Nesta história, um jovem advogado acaba por tentar defender um senhor que estava acusado de matar o seu chefe. Mas com o passar dos dias tanto ele como o público vão-se apercebendo que a culpabilidade dos actos não pode ser concluída tão facilmente. O acusado mostra-se contraditório e desde o início parece estar a esconder algo. No fim, questionamo-nos até que pode um crime pode ser contextualizado e, por isso, uma sentença atenuada.
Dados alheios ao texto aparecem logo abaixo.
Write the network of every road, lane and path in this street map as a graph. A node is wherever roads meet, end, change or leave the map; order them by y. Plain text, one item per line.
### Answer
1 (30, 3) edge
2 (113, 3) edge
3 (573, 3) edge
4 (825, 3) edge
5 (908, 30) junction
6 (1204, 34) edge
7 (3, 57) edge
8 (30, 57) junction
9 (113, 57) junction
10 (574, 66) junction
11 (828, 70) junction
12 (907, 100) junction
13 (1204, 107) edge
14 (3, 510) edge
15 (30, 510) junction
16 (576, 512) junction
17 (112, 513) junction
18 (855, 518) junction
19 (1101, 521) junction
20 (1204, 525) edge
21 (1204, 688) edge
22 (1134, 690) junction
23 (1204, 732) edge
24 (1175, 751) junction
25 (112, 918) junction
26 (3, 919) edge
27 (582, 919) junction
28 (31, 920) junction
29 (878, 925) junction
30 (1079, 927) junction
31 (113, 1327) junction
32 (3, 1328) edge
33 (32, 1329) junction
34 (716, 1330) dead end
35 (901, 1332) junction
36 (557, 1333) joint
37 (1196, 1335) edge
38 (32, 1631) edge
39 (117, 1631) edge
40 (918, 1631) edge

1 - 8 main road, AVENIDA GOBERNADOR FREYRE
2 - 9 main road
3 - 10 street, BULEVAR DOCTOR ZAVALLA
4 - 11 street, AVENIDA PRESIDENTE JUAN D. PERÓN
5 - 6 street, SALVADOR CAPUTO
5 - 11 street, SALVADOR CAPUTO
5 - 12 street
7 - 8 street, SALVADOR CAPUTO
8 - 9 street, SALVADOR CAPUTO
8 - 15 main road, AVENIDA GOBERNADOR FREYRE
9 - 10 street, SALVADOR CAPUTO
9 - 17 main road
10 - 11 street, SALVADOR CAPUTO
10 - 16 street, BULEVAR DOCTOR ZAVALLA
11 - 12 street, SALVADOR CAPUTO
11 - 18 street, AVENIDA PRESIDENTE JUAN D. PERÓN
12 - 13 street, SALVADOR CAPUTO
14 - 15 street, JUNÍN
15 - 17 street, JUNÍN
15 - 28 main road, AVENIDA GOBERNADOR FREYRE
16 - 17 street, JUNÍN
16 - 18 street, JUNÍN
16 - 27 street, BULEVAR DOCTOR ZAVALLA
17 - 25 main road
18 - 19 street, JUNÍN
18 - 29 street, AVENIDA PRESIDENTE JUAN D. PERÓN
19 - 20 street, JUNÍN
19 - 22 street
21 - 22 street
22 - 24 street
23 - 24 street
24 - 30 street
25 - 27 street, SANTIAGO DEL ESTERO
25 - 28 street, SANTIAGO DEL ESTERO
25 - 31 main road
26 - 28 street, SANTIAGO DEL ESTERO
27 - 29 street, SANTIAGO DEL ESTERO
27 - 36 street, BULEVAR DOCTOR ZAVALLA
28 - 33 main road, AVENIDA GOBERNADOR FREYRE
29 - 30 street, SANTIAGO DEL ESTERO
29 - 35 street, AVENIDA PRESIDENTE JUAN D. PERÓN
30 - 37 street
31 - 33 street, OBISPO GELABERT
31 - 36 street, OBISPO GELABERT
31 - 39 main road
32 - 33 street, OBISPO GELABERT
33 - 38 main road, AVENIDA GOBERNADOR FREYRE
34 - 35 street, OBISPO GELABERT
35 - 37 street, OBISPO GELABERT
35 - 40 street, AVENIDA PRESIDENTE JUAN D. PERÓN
Assim, surgem várias questões. Será que há crimes justificáveis? Será que matar uma pessoa porque a última violenta sexualmente a sua própria filha é justificável? Não é uma história sobre o vigilante que age fora da lei. Esta é uma discussão de um cidadão comum, cuja história não é assim tão fácil de explicar e que é um retrato dos sentimentos mais básicos do ser humano, a violência, o medo, a tristeza ou a revolta. A lei e a realidade chocam constantemente, porque, no final de contas, todas estas questões tratam de seres humanos e nada pode ser desumanamente simplificado.